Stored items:
# # # # # # #
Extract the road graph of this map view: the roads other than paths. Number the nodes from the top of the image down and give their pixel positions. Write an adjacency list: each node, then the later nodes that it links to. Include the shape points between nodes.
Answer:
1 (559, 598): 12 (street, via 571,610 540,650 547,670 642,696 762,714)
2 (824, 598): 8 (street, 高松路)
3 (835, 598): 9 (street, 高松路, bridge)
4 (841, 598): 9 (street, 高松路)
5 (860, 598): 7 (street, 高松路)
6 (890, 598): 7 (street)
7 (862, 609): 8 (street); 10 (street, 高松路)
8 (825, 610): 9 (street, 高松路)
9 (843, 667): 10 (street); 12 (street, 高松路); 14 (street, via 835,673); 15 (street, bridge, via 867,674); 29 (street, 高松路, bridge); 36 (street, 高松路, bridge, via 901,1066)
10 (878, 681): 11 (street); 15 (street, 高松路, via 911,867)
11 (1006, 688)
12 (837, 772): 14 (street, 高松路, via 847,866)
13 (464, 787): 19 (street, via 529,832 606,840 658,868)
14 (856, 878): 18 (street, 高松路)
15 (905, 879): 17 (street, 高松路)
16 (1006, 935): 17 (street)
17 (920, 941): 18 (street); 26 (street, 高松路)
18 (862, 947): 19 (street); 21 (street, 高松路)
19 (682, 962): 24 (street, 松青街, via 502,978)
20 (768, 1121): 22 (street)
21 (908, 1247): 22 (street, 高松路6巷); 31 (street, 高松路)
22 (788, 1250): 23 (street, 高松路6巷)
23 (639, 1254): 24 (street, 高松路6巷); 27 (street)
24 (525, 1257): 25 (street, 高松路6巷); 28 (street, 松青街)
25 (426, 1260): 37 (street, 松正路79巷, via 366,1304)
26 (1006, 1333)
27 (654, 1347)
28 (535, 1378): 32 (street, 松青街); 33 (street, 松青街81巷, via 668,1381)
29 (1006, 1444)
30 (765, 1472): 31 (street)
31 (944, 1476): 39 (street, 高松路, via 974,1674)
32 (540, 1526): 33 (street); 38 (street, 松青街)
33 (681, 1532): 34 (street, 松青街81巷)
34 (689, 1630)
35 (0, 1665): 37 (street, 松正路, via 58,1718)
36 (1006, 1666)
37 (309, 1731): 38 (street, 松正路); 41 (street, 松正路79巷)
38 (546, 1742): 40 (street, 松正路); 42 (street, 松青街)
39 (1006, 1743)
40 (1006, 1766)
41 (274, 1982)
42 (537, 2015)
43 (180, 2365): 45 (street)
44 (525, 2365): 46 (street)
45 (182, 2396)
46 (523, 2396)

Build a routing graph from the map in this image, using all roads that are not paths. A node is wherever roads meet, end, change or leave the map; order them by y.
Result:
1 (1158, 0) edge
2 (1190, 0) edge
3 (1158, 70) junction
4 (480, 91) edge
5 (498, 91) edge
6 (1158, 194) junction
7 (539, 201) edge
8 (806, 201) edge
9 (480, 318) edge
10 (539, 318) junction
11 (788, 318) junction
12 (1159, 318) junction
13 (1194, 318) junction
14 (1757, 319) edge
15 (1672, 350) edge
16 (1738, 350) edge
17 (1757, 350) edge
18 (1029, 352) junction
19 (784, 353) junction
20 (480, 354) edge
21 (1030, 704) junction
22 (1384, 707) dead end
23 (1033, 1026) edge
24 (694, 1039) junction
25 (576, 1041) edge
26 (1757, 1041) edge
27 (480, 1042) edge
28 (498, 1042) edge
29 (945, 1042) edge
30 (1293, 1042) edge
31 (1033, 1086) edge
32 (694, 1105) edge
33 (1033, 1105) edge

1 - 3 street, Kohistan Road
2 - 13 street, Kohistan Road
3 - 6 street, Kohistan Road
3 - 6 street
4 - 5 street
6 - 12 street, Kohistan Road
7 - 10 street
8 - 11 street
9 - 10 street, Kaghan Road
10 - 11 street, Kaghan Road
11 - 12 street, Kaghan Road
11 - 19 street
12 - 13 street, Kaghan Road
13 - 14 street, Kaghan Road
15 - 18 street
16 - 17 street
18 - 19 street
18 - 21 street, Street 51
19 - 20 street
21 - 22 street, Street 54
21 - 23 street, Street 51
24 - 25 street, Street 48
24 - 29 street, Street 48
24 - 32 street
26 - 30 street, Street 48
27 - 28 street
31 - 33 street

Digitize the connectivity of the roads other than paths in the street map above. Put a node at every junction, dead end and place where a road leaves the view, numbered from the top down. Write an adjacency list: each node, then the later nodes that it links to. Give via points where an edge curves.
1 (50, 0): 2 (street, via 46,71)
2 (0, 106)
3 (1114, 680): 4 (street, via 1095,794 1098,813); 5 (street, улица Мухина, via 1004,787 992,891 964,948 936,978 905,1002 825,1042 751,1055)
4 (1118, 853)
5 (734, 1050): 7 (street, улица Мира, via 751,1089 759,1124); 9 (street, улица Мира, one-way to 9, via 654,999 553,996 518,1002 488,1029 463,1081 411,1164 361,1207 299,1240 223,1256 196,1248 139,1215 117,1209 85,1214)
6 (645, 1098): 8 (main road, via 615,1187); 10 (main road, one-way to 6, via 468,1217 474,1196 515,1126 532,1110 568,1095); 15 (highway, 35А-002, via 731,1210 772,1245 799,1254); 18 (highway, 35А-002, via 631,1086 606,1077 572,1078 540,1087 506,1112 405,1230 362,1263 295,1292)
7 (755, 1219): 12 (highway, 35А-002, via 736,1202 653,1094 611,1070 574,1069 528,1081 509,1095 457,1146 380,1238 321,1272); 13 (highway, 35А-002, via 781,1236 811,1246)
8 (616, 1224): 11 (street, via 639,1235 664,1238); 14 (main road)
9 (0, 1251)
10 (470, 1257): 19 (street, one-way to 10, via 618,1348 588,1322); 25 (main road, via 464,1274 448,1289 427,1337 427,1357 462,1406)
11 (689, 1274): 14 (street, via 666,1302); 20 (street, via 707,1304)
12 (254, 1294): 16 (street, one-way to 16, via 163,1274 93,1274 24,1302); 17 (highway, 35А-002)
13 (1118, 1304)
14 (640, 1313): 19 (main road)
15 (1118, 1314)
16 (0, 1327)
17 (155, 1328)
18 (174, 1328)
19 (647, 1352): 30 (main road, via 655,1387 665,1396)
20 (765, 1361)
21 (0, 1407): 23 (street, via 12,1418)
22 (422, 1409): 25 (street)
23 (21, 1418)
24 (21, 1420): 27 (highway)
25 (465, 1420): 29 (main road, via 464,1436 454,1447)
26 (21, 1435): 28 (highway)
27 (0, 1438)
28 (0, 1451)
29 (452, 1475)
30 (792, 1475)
# # # # # # #
* _Work instructions_: Every record is to be written out verbatim.

* _Solution to this problem_:
Extract the road graph of this map view: the roads other than paths. Number the nodes from the top of the image down and give their pixel positions. Write an adjacency list: each node, then the later nodes that it links to. Include the shape points between nodes.
Answer:
1 (559, 598): 12 (street, via 571,610 540,650 547,670 642,696 762,714)
2 (824, 598): 8 (street, 高松路)
3 (835, 598): 9 (street, 高松路, bridge)
4 (841, 598): 9 (street, 高松路)
5 (860, 598): 7 (street, 高松路)
6 (890, 598): 7 (street)
7 (862, 609): 8 (street); 10 (street, 高松路)
8 (825, 610): 9 (street, 高松路)
9 (843, 667): 10 (street); 12 (street, 高松路); 14 (street, via 835,673); 15 (street, bridge, via 867,674); 29 (street, 高松路, bridge); 36 (street, 高松路, bridge, via 901,1066)
10 (878, 681): 11 (street); 15 (street, 高松路, via 911,867)
11 (1006, 688)
12 (837, 772): 14 (street, 高松路, via 847,866)
13 (464, 787): 19 (street, via 529,832 606,840 658,868)
14 (856, 878): 18 (street, 高松路)
15 (905, 879): 17 (street, 高松路)
16 (1006, 935): 17 (street)
17 (920, 941): 18 (street); 26 (street, 高松路)
18 (862, 947): 19 (street); 21 (street, 高松路)
19 (682, 962): 24 (street, 松青街, via 502,978)
20 (768, 1121): 22 (street)
21 (908, 1247): 22 (street, 高松路6巷); 31 (street, 高松路)
22 (788, 1250): 23 (street, 高松路6巷)
23 (639, 1254): 24 (street, 高松路6巷); 27 (street)
24 (525, 1257): 25 (street, 高松路6巷); 28 (street, 松青街)
25 (426, 1260): 37 (street, 松正路79巷, via 366,1304)
26 (1006, 1333)
27 (654, 1347)
28 (535, 1378): 32 (street, 松青街); 33 (street, 松青街81巷, via 668,1381)
29 (1006, 1444)
30 (765, 1472): 31 (street)
31 (944, 1476): 39 (street, 高松路, via 974,1674)
32 (540, 1526): 33 (street); 38 (street, 松青街)
33 (681, 1532): 34 (street, 松青街81巷)
34 (689, 1630)
35 (0, 1665): 37 (street, 松正路, via 58,1718)
36 (1006, 1666)
37 (309, 1731): 38 (street, 松正路); 41 (street, 松正路79巷)
38 (546, 1742): 40 (street, 松正路); 42 (street, 松青街)
39 (1006, 1743)
40 (1006, 1766)
41 (274, 1982)
42 (537, 2015)
43 (180, 2365): 45 (street)
44 (525, 2365): 46 (street)
45 (182, 2396)
46 (523, 2396)

Build a routing graph from the map in this image, using all roads that are not paths. A node is wherever roads meet, end, change or leave the map; order them by y.
Result:
1 (1158, 0) edge
2 (1190, 0) edge
3 (1158, 70) junction
4 (480, 91) edge
5 (498, 91) edge
6 (1158, 194) junction
7 (539, 201) edge
8 (806, 201) edge
9 (480, 318) edge
10 (539, 318) junction
11 (788, 318) junction
12 (1159, 318) junction
13 (1194, 318) junction
14 (1757, 319) edge
15 (1672, 350) edge
16 (1738, 350) edge
17 (1757, 350) edge
18 (1029, 352) junction
19 (784, 353) junction
20 (480, 354) edge
21 (1030, 704) junction
22 (1384, 707) dead end
23 (1033, 1026) edge
24 (694, 1039) junction
25 (576, 1041) edge
26 (1757, 1041) edge
27 (480, 1042) edge
28 (498, 1042) edge
29 (945, 1042) edge
30 (1293, 1042) edge
31 (1033, 1086) edge
32 (694, 1105) edge
33 (1033, 1105) edge

1 - 3 street, Kohistan Road
2 - 13 street, Kohistan Road
3 - 6 street, Kohistan Road
3 - 6 street
4 - 5 street
6 - 12 street, Kohistan Road
7 - 10 street
8 - 11 street
9 - 10 street, Kaghan Road
10 - 11 street, Kaghan Road
11 - 12 street, Kaghan Road
11 - 19 street
12 - 13 street, Kaghan Road
13 - 14 street, Kaghan Road
15 - 18 street
16 - 17 street
18 - 19 street
18 - 21 street, Street 51
19 - 20 street
21 - 22 street, Street 54
21 - 23 street, Street 51
24 - 25 street, Street 48
24 - 29 street, Street 48
24 - 32 street
26 - 30 street, Street 48
27 - 28 street
31 - 33 street

Digitize the connectivity of the roads other than paths in the street map above. Put a node at every junction, dead end and place where a road leaves the view, numbered from the top down. Write an adjacency list: each node, then the later nodes that it links to. Give via points where an edge curves.
1 (50, 0): 2 (street, via 46,71)
2 (0, 106)
3 (1114, 680): 4 (street, via 1095,794 1098,813); 5 (street, улица Мухина, via 1004,787 992,891 964,948 936,978 905,1002 825,1042 751,1055)
4 (1118, 853)
5 (734, 1050): 7 (street, улица Мира, via 751,1089 759,1124); 9 (street, улица Мира, one-way to 9, via 654,999 553,996 518,1002 488,1029 463,1081 411,1164 361,1207 299,1240 223,1256 196,1248 139,1215 117,1209 85,1214)
6 (645, 1098): 8 (main road, via 615,1187); 10 (main road, one-way to 6, via 468,1217 474,1196 515,1126 532,1110 568,1095); 15 (highway, 35А-002, via 731,1210 772,1245 799,1254); 18 (highway, 35А-002, via 631,1086 606,1077 572,1078 540,1087 506,1112 405,1230 362,1263 295,1292)
7 (755, 1219): 12 (highway, 35А-002, via 736,1202 653,1094 611,1070 574,1069 528,1081 509,1095 457,1146 380,1238 321,1272); 13 (highway, 35А-002, via 781,1236 811,1246)
8 (616, 1224): 11 (street, via 639,1235 664,1238); 14 (main road)
9 (0, 1251)
10 (470, 1257): 19 (street, one-way to 10, via 618,1348 588,1322); 25 (main road, via 464,1274 448,1289 427,1337 427,1357 462,1406)
11 (689, 1274): 14 (street, via 666,1302); 20 (street, via 707,1304)
12 (254, 1294): 16 (street, one-way to 16, via 163,1274 93,1274 24,1302); 17 (highway, 35А-002)
13 (1118, 1304)
14 (640, 1313): 19 (main road)
15 (1118, 1314)
16 (0, 1327)
17 (155, 1328)
18 (174, 1328)
19 (647, 1352): 30 (main road, via 655,1387 665,1396)
20 (765, 1361)
21 (0, 1407): 23 (street, via 12,1418)
22 (422, 1409): 25 (street)
23 (21, 1418)
24 (21, 1420): 27 (highway)
25 (465, 1420): 29 (main road, via 464,1436 454,1447)
26 (21, 1435): 28 (highway)
27 (0, 1438)
28 (0, 1451)
29 (452, 1475)
30 (792, 1475)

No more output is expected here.